The Maker King dismounted and walked up the stairs to where Qasim and Rasima waited for him. The Little Rose stood behind them, but on her own two feet rather than in the arms of her nurse. The prince followed his father and made a pretty bow to the Little Rose when they were introduced. My mother stood one step down from the queen, in the place of honor her work accorded to her. I watched the Maker King look right through her, as though she wasn’t even there, which I did not understand. Surely, after all, the Maker King understood cloth and thread, and the making of it. He wore enough of it.
I looked then to the prince, thinking that we were of an age and would perhaps be sat together, as the Little Rose had sat with Tariq since they were old enough to take spoons at the table. He had dark hair and skin, and cheeks as round as mine, but his expression was already cold in the face of our welcome, as his father’s was. He was a child as I was, and yet at the same time he was not. I suddenly hoped we would not have very much to do with one another while he stayed, for he did not look like he would be good company.
As the kings and queen were distracted by the necessary courtesies of formal welcome, and everyone else was distracted watching them, the Little Rose grew bored, and wandered over to where I stood behind my mother’s place. I knew from experience that a bored Little Rose was a mischievous one, so when she held out her arms to me, I took her hands without protest, hoping to forestall a scene. She was, after all, old enough to understand dignity; we both knew it was my duty, if not my prescribed task, to help her if she wavered.
The Maker Prince watched us, disdain on his face. Usually, the Little Rose’s parents smiled indulgently when she reached for me; but now they didn’t look at her at all, and her nurse hurried over to take her away from me. I knew then that I had done something wrong, but I didn’t know what. I couldn’t see my mother’s face, but I could see the face of the Maker King if I dared to look at it, and when I dared, I saw that he was as indignant as his son. I looked back at the flagstones in the courtyard, humiliated and aware, for the first time, that the Little Rose was a princess—the princess. That someday, she would be the queen. And though I might inherit my mother’s place, if I earned it, I would only ever be a spinner in her court.
I do not remember the rest of the Maker King’s visit, except that the tables in the Great Hall were moved, and that Tariq and the Little Rose could not sit together. I spent a lot of time in the kitchen, nursing my hurt feelings with whatever food the cooks would let me sample. It was there, and not from my mother, that I learned the true purpose of the Maker King’s visit.

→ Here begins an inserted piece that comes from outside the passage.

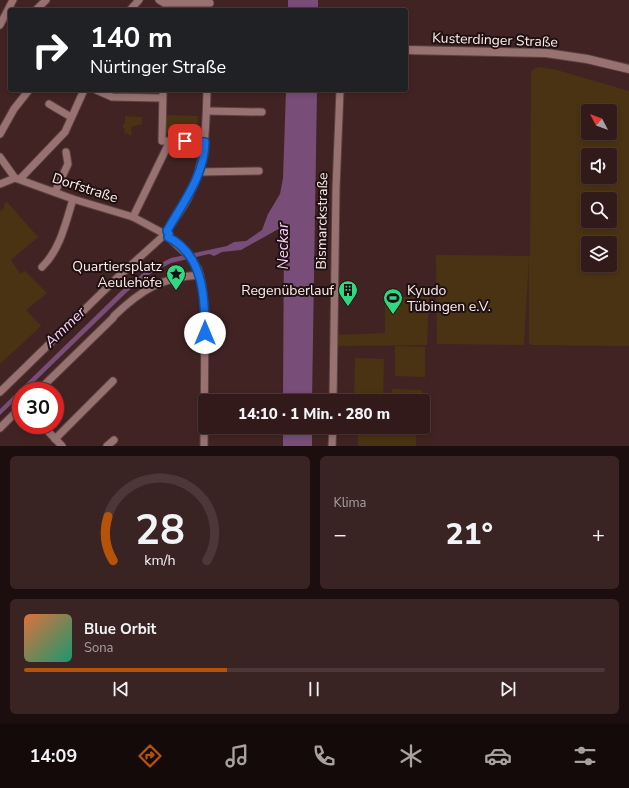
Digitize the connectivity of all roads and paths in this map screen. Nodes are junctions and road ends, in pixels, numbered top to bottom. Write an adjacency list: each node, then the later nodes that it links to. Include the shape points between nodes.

“He has come to offer a marriage contract for the Little Rose,” the bread mistress said, as she counted the barley stores with the head brewer. “For the little prince, of course. That wedding will get him his name.”
The prince had not endeared himself to anyone in the castle during his stay, so her tone when she spoke of him was not kind.
“Will the king and queen accept it?” the brewer asked. He sounded unhappy at the idea of the match. I knew little of marriage, except that when it transpired the bride invariably went to live with the groom. I did not wish to lose the Little Rose.
“They have asked for time to consider,” the bread mistress said. “They will give their answer tonight.”
I had skipped most of the formal meals since the Maker King’s arrival, and my mother had let me because she understood my discomfort. The prince still stared, though he never spoke to me. I was accustomed to receiving some measure of respect in the hall, for all I was so young, and to giving respect in return. My mother had guessed, rightly enough, that if the prince was disrespectful to my face I would be disrespectful back, and then the Maker King would insist on some kind of punishment, which Qasim would be forced to agree to. During their stay, I took most of my meals in the kitchen.
No force on earth could have kept me from the Great Hall that night, though. If we were to lose the Little Rose to marriage across the mountains, I would hear it from the king’s own mouth, not from the kitchen gossip. So I went to wash and dress and joined my mother for the meal.
It was a farewell feast and should have been a sight to behold, except that the head cook cared little for the way the Maker King had sniffed when he’d toured her kitchens, so instead it was merely politely ostentatious. The lower tables were subdued as we ate, and we wondered what the king’s answer would be. The Maker King had made the marriage proposal in public, and thus a public answer was necessary. I began to fear the worst.
When the plates were cleared away and the sugared confections were brought out, Qasim and Rasima took to their feet. They faced the Maker King and his son. The Little Rose did not stand with them. Her nurse had, I noticed, rather a strong grip on her.
“My lord,” Qasim said, inclining his head to the Maker King. The Maker King did not return the gesture. “You have come on a long journey and honored us with your presence, and with the presence of your son, at the celebration of our daughter’s birth. We are grateful for your company, and hope to someday return the favor of a royal visit to your own capital.”